→ **TASK PROMPT**
Among the records, which lines include "Drive"? List them.

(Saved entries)
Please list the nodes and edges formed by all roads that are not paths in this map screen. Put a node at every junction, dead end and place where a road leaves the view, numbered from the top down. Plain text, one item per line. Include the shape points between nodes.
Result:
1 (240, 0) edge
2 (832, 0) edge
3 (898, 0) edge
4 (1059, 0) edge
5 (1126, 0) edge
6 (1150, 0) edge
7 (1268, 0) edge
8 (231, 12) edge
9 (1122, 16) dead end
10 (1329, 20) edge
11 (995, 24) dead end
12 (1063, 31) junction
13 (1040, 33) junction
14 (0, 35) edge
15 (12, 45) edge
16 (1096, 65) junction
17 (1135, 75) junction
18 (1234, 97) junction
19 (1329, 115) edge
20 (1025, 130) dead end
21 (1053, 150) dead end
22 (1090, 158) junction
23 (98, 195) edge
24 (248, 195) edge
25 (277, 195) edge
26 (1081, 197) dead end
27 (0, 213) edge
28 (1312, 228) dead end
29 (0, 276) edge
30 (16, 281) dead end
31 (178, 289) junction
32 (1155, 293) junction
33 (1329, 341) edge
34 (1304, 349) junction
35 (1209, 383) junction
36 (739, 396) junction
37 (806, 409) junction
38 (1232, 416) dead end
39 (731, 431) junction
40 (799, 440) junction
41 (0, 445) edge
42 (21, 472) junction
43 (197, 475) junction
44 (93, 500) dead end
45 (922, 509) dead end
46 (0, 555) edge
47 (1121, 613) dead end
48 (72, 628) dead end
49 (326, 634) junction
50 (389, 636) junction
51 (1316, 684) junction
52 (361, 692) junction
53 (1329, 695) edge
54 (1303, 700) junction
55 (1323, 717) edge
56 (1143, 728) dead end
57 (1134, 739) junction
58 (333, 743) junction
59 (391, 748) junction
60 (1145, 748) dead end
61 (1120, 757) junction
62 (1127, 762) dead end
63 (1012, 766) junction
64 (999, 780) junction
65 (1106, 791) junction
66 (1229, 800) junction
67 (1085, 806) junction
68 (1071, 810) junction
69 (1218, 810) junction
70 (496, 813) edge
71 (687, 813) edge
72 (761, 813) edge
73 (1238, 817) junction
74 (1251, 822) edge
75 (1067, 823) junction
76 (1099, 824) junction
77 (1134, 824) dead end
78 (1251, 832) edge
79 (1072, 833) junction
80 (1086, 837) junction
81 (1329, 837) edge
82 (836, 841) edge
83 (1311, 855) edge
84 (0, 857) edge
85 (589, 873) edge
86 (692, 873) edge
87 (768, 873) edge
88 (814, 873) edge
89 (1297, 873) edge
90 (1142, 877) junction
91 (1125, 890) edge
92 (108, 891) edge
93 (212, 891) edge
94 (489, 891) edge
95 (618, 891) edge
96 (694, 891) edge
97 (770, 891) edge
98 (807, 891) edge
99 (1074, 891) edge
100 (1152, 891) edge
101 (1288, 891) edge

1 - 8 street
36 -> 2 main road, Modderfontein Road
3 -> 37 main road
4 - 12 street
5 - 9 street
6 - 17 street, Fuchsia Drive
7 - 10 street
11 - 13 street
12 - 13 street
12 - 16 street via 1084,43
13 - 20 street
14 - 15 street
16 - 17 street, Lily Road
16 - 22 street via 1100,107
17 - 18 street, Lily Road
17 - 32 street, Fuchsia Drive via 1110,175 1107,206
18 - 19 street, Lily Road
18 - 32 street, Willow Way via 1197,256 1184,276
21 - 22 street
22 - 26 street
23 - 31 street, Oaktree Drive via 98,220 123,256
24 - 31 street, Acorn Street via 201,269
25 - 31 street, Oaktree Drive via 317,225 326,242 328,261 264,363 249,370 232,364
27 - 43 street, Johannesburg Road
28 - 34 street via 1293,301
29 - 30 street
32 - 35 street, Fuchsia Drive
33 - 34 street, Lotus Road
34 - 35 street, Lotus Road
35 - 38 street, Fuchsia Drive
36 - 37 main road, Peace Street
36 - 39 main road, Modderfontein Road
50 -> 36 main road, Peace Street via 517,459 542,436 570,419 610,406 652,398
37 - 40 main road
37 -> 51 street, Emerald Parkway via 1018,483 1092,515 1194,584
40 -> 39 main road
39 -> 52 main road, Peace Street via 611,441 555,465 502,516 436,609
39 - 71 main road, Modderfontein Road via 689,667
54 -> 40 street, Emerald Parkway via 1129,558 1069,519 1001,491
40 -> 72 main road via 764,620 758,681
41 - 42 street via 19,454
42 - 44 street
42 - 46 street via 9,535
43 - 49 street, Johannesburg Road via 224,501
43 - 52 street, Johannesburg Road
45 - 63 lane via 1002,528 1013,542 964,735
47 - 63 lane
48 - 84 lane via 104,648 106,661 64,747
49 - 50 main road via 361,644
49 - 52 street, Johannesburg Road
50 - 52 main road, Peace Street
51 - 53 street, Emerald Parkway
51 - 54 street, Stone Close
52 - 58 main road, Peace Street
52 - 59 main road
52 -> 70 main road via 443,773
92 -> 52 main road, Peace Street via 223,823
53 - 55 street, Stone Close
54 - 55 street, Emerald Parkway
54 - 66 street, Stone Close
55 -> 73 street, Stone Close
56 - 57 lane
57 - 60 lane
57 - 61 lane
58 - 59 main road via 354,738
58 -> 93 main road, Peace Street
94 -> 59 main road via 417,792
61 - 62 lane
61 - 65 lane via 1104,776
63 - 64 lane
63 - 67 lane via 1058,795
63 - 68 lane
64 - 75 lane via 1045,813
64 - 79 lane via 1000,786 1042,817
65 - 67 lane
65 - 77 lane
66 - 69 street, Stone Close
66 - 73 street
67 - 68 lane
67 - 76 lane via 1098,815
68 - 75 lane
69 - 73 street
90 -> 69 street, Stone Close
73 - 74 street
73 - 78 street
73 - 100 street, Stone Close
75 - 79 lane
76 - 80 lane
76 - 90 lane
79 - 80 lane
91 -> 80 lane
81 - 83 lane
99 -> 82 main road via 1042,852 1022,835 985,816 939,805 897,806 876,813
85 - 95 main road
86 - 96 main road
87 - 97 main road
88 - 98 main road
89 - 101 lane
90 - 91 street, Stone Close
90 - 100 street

→ **TASK RESPONSE**
6 - 17 street, Fuchsia Drive
17 - 32 street, Fuchsia Drive via 1110,175 1107,206
23 - 31 street, Oaktree Drive via 98,220 123,256
25 - 31 street, Oaktree Drive via 317,225 326,242 328,261 264,363 249,370 232,364
32 - 35 street, Fuchsia Drive
35 - 38 street, Fuchsia Drive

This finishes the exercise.